**Exercise objective**. Given the material below, output exactly the lines from the line with "middle dip: (85, 533)" to the line with "index dip: (405, 251)", both ends included, and no other lines.

**Source information**.
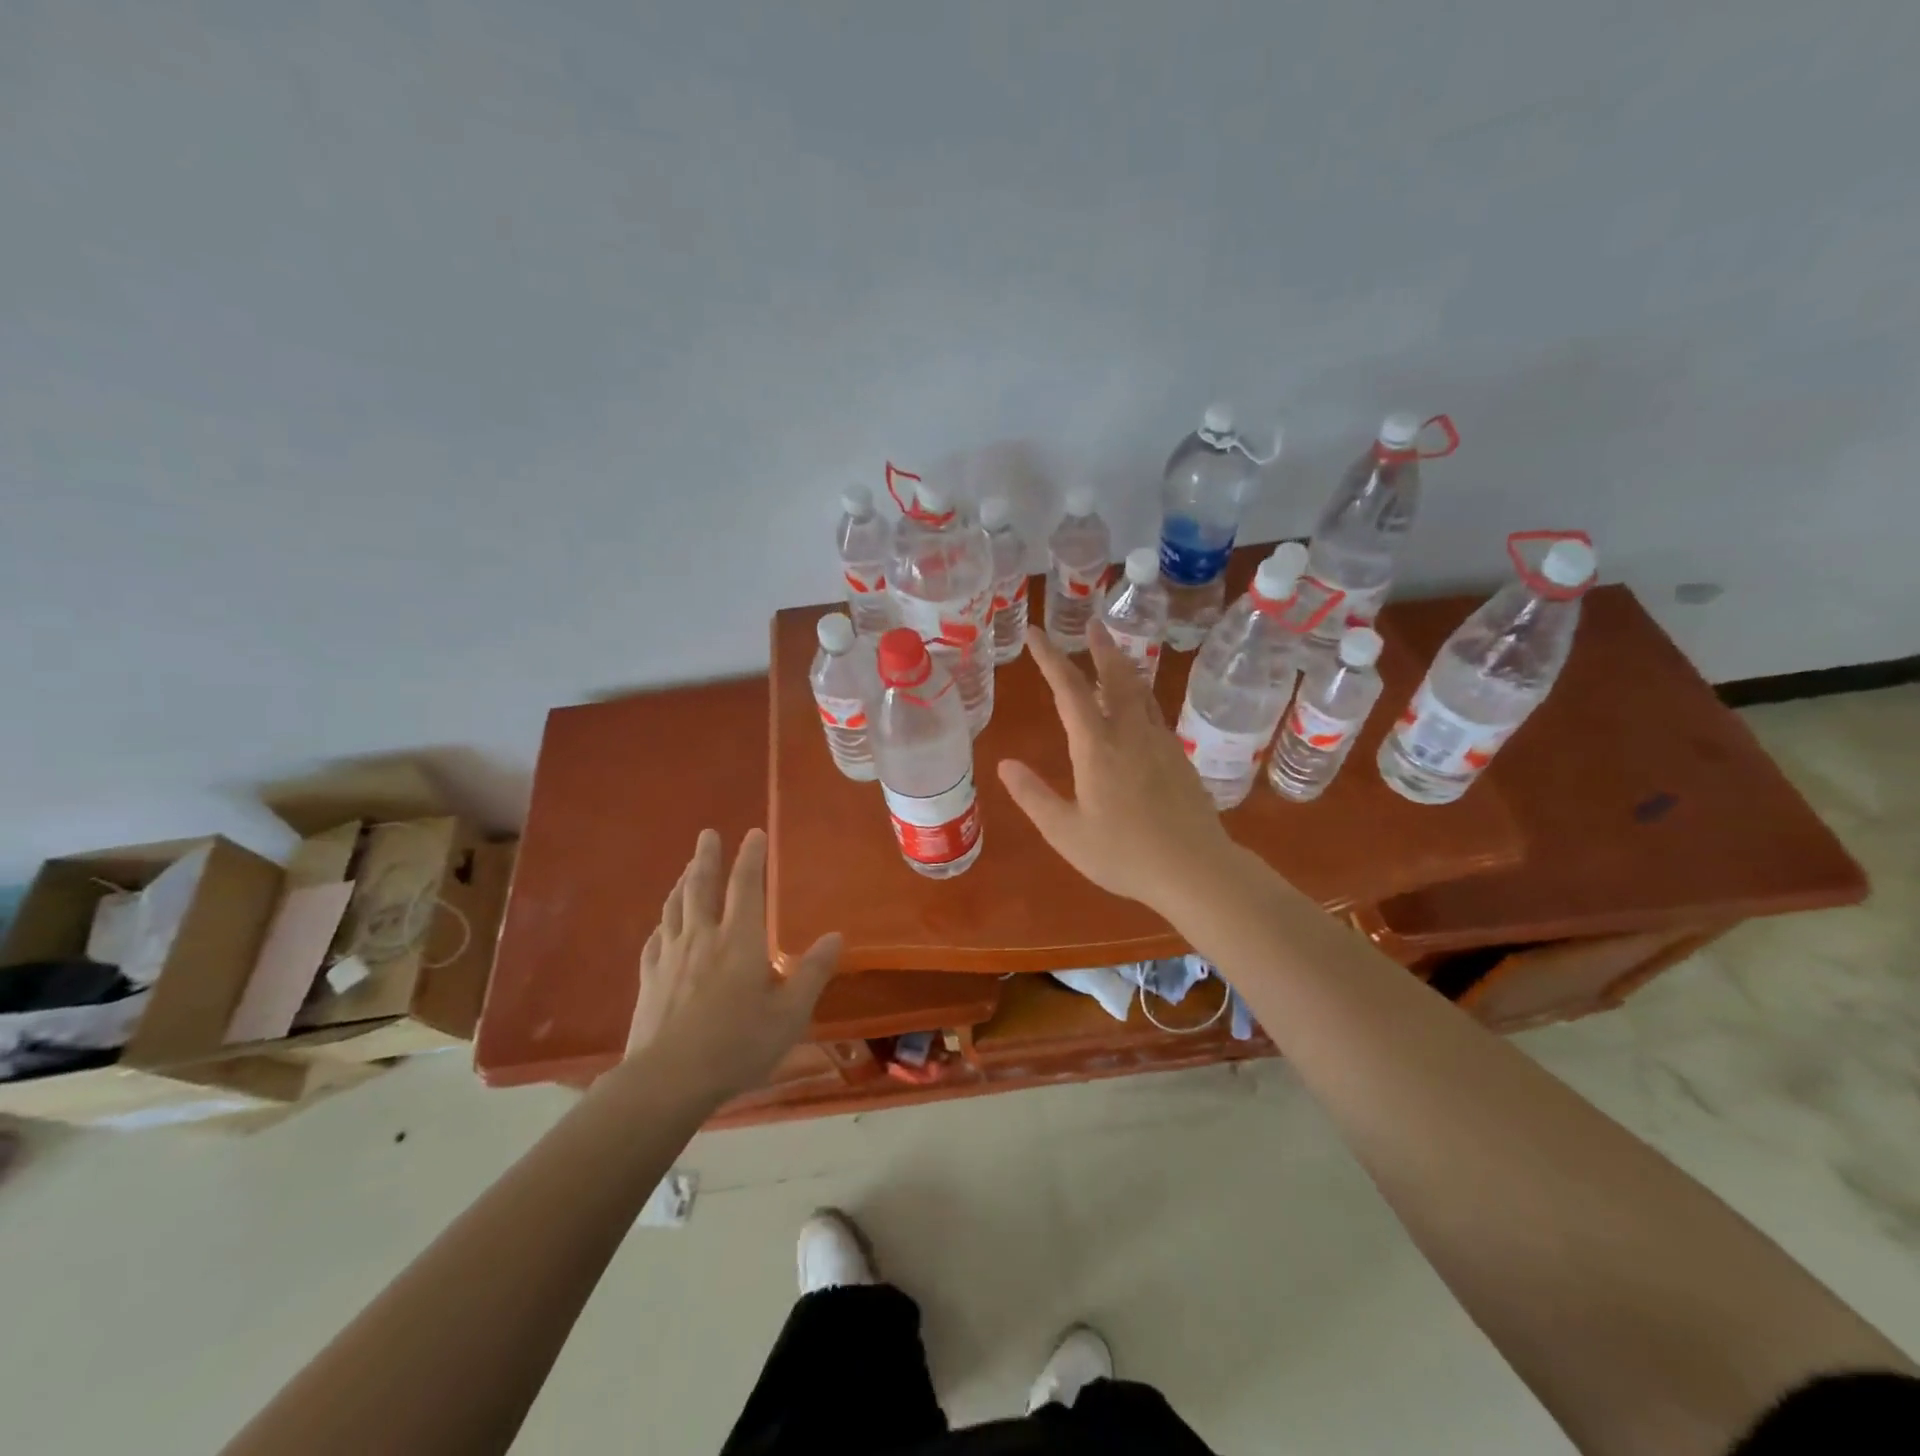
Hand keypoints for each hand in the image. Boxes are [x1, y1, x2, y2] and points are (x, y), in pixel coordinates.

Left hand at [625, 828, 841, 1104]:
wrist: (666, 1080)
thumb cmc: (736, 1045)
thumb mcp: (790, 1014)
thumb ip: (813, 972)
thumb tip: (835, 936)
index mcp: (740, 940)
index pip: (746, 885)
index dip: (751, 857)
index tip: (753, 833)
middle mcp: (702, 937)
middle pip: (702, 886)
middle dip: (707, 857)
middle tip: (708, 834)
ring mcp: (670, 957)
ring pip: (675, 907)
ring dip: (683, 882)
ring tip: (688, 869)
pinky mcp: (648, 979)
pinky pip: (655, 939)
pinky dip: (662, 924)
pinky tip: (662, 926)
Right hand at [998, 623, 1239, 914]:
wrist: (1195, 869)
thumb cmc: (1124, 853)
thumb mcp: (1066, 832)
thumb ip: (1033, 796)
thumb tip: (1004, 764)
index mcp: (1097, 746)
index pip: (1068, 689)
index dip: (1049, 657)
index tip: (1035, 633)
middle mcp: (1130, 733)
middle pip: (1115, 676)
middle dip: (1100, 647)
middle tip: (1092, 623)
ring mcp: (1160, 742)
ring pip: (1139, 691)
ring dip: (1122, 666)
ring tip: (1112, 654)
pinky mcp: (1178, 757)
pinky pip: (1153, 712)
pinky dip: (1138, 696)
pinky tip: (1136, 709)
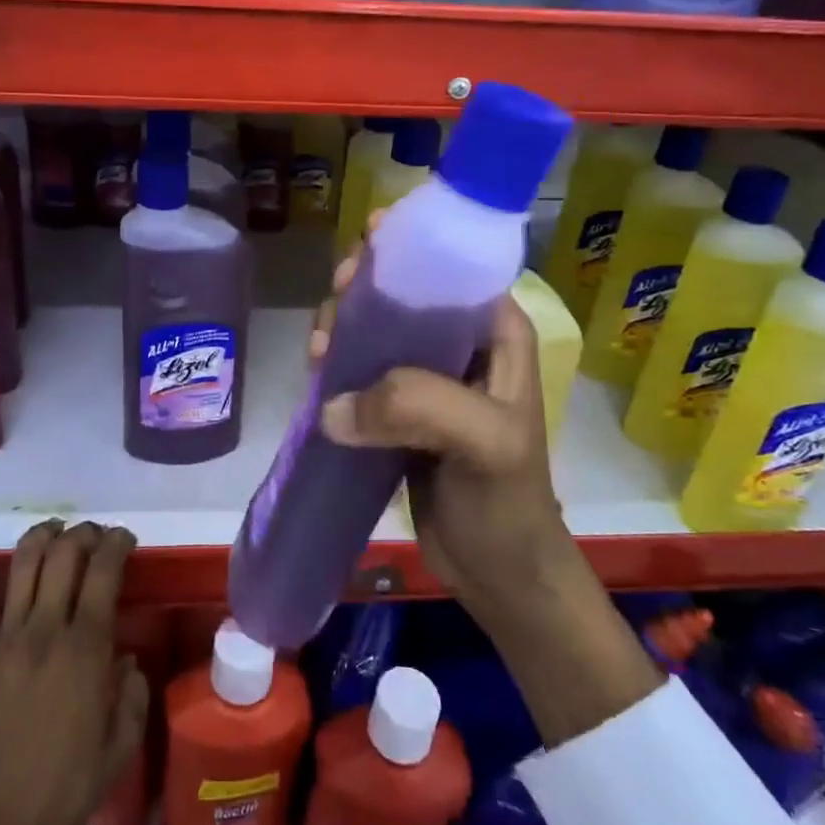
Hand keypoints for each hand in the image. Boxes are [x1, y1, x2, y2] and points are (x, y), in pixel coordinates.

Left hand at [0, 520, 149, 824]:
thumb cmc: (65, 788)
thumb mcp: (121, 746)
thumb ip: (133, 694)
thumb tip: (127, 660)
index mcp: (86, 647)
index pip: (104, 571)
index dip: (117, 543)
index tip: (127, 539)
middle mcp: (46, 628)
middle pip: (65, 554)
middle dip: (85, 533)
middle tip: (97, 536)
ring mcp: (7, 637)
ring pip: (24, 563)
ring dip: (43, 535)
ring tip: (57, 529)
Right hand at [310, 237, 564, 613]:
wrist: (497, 574)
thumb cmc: (506, 501)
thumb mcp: (483, 443)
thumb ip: (418, 405)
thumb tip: (333, 405)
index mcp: (496, 331)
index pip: (450, 267)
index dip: (405, 251)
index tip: (361, 256)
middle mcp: (460, 342)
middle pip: (402, 291)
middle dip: (363, 291)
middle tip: (335, 312)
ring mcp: (426, 376)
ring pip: (375, 328)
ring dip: (342, 328)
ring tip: (320, 352)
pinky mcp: (397, 408)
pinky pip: (359, 369)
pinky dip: (335, 365)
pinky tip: (317, 372)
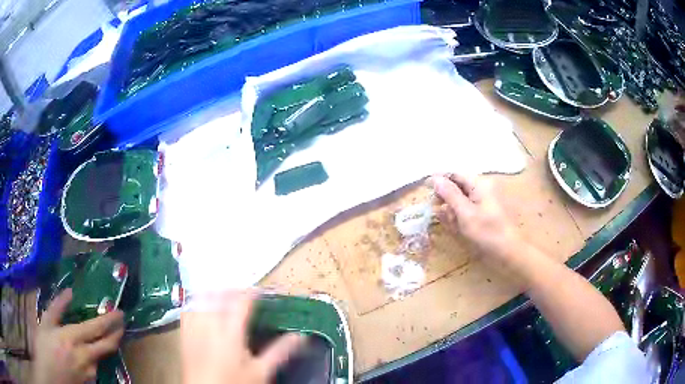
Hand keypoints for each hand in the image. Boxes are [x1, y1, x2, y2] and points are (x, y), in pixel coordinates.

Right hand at [32, 289, 124, 383]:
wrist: (50, 375)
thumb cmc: (42, 348)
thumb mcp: (44, 323)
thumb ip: (57, 307)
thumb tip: (69, 292)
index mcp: (72, 339)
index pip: (97, 328)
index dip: (111, 320)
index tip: (120, 312)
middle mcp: (85, 357)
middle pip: (107, 346)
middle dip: (117, 334)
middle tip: (121, 324)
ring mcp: (89, 373)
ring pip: (100, 358)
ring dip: (103, 347)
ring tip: (101, 335)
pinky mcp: (89, 383)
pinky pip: (94, 369)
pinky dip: (93, 358)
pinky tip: (85, 353)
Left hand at [181, 290, 305, 383]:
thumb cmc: (235, 383)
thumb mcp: (261, 371)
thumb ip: (280, 352)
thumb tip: (300, 337)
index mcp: (231, 333)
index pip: (241, 302)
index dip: (252, 292)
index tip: (261, 291)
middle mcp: (210, 325)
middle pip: (219, 295)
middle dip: (233, 290)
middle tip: (244, 294)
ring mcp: (194, 327)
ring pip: (202, 298)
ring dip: (214, 293)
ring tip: (225, 297)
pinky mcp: (184, 332)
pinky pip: (188, 308)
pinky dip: (198, 303)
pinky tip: (204, 308)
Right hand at [431, 173, 522, 262]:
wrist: (508, 252)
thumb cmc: (487, 233)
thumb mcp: (465, 213)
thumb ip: (449, 194)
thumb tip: (434, 178)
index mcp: (479, 184)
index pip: (455, 174)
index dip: (440, 179)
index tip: (425, 188)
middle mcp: (482, 189)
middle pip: (457, 186)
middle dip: (446, 198)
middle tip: (438, 211)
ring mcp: (484, 201)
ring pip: (460, 200)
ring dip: (452, 210)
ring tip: (452, 224)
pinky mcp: (484, 213)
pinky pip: (467, 210)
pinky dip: (459, 217)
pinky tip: (458, 228)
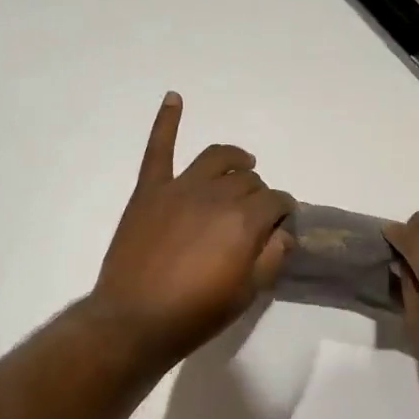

**Output**.
middle dip: (85, 533)
middle tip: (97, 536)
ring mcp: (7, 637)
ring pip: (24, 563)
ring dip: (43, 535)
ring tip: (57, 529)
Right hand at [310, 237, 564, 613]:
wrist: (497, 574)
thumb cmc: (506, 501)
thumb mcp: (483, 443)
thumb ip: (418, 405)
thumb tip: (333, 405)
index mcp: (496, 331)
index pip: (450, 267)
index dip: (405, 251)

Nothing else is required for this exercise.